- _Your task_
From the entries below, copy each line in which the word "name" occurs.
=== Begin Enclosure ===
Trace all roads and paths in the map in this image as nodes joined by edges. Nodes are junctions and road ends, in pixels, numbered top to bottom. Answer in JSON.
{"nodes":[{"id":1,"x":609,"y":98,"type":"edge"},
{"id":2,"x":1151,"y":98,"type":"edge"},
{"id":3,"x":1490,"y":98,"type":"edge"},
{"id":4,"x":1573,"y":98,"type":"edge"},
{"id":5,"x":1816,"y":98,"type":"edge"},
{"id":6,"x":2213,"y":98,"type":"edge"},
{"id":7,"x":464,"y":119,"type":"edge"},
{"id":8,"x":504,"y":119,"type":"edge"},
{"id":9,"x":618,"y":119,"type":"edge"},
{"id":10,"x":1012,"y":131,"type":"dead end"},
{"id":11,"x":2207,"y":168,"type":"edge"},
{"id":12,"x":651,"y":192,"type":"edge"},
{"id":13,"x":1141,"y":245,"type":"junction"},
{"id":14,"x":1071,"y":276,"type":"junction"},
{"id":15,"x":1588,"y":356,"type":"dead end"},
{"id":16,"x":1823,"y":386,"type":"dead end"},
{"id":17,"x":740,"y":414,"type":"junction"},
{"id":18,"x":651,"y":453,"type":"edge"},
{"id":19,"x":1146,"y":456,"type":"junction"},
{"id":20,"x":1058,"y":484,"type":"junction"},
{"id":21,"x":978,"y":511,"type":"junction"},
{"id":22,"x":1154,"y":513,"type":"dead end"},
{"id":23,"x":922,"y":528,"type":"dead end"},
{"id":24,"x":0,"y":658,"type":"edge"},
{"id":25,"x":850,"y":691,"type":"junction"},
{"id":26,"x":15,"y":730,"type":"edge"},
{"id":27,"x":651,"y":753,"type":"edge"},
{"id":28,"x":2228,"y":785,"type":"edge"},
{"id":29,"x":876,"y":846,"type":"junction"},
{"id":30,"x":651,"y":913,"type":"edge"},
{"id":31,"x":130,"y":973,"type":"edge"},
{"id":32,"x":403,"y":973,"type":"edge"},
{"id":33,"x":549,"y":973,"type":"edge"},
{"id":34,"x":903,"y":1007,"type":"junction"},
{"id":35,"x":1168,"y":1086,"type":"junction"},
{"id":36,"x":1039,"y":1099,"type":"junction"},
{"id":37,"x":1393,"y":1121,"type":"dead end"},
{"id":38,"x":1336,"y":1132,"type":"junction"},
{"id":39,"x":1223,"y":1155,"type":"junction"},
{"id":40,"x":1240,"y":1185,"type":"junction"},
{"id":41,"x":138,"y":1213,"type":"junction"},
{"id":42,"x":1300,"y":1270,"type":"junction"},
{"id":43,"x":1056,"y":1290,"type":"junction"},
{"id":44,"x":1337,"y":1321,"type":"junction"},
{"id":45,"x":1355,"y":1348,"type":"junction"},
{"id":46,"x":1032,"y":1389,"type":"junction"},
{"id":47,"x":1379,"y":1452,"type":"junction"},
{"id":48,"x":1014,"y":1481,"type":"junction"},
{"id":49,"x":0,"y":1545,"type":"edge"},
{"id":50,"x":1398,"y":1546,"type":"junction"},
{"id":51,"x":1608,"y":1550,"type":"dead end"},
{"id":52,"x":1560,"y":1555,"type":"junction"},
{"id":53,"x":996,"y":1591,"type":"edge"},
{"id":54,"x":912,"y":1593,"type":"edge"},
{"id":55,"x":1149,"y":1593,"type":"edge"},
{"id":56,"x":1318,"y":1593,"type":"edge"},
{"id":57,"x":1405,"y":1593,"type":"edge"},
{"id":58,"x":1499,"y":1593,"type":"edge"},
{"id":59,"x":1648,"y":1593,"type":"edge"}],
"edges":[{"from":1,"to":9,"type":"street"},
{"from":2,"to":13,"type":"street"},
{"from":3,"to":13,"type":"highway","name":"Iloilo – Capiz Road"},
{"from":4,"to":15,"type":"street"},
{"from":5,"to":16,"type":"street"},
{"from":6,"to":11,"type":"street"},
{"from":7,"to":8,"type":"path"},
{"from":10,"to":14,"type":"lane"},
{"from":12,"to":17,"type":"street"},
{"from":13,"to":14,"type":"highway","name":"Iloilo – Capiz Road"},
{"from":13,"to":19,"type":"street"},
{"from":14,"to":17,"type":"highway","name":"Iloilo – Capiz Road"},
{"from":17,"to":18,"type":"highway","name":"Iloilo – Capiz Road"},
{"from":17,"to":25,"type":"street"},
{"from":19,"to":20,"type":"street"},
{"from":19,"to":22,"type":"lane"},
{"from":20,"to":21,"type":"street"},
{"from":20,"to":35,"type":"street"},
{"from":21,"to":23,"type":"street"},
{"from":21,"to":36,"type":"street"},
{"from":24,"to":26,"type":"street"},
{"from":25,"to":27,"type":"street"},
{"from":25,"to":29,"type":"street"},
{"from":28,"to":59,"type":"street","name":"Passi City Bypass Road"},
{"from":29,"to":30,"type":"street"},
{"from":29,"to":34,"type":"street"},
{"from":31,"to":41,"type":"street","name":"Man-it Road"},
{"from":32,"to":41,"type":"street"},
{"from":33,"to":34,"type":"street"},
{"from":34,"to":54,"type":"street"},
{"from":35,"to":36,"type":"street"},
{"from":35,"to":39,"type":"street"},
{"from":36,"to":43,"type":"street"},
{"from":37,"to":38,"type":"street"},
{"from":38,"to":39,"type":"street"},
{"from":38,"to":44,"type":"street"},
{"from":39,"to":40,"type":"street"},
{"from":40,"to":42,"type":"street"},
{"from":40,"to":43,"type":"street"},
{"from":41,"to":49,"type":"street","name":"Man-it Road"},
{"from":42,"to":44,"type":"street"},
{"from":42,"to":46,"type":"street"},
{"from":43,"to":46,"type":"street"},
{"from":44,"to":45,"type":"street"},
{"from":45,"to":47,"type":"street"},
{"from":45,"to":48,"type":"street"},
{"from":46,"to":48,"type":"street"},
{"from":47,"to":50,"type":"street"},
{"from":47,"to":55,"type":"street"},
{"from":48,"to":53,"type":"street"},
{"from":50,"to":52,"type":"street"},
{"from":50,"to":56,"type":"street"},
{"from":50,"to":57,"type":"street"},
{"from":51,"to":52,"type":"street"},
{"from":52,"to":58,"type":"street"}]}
=== End Enclosure ===
- _Solution to this problem_
{"from":3,"to":13,"type":"highway","name":"Iloilo – Capiz Road"},
{"from":13,"to":14,"type":"highway","name":"Iloilo – Capiz Road"},
{"from":14,"to":17,"type":"highway","name":"Iloilo – Capiz Road"},
{"from":17,"to":18,"type":"highway","name":"Iloilo – Capiz Road"},
{"from":28,"to":59,"type":"street","name":"Passi City Bypass Road"},
{"from":31,"to":41,"type":"street","name":"Man-it Road"},
{"from":41,"to":49,"type":"street","name":"Man-it Road"},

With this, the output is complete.